An important factor responsible for economic growth is an increase in capital
Capital goods long-lasting tools used to produce final/consumption goods (goods that are used up)
But capital itself has to be produced by the use of other resources (e.g. tractors, R & D)
More capital a society produces today higher will be future output of final goods growth in the output of final goods => PPF will push out further.
The further out the PPF pushes over time greater will be future output.
Higher capital goods production => sacrificing some current final goods. More current resources need to be devoted to producing capital goods that make economic growth possible.

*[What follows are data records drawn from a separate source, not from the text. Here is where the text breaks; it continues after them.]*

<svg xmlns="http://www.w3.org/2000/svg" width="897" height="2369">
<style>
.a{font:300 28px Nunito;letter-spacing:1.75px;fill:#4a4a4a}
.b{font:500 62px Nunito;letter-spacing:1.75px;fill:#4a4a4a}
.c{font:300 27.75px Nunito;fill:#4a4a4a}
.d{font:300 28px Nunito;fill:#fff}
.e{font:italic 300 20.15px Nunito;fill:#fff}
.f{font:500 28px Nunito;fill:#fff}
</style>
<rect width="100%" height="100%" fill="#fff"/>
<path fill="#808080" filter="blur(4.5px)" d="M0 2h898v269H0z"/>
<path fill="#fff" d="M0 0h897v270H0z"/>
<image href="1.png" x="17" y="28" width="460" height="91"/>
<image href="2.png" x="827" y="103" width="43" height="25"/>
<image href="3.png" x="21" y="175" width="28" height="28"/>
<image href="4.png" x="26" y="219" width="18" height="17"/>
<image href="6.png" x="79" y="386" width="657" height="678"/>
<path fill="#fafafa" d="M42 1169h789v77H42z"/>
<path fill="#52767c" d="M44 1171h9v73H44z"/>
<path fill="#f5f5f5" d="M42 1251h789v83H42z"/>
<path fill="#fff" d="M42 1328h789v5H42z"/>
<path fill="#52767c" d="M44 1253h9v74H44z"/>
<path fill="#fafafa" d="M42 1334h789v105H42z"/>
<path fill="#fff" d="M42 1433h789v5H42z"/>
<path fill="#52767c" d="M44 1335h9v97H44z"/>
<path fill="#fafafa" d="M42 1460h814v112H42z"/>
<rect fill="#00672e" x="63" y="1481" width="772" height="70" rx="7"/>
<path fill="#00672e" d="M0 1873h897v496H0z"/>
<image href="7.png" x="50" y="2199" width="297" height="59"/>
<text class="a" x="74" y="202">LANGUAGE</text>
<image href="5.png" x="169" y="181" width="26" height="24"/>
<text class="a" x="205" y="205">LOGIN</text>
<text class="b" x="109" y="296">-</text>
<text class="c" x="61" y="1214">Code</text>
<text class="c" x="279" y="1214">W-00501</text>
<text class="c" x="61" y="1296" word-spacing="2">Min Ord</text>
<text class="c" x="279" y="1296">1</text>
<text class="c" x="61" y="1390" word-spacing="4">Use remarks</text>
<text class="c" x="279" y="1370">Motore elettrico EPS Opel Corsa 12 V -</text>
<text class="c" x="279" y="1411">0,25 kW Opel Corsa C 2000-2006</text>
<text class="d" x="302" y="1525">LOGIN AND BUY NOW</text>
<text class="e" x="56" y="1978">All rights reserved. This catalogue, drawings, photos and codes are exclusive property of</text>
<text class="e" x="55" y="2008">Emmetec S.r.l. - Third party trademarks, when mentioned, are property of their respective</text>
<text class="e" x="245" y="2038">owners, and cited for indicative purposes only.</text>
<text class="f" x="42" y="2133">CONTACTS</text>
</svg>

E.g. Economic growth due to new technologies => Use resources for research & development (R&D) => Trade-off: less consumer goods this year
Current period final goods foregone = opportunity costs of economic growth
So, society faces a tradeoff:
Less current period consumption vs more current resources for capital goods to increase future consumption
In panel (a), production is tilted toward current consumption goods, with relatively few resources devoted to production of capital goods. As a result, in the future, there will not be much of an increase in capital, so the PPF will not shift out much in the future. In panel (b), production is tilted more toward capital goods, with a greater sacrifice of current consumption. As a result, there will be a greater increase in capital, so the PPF will shift out more in the future.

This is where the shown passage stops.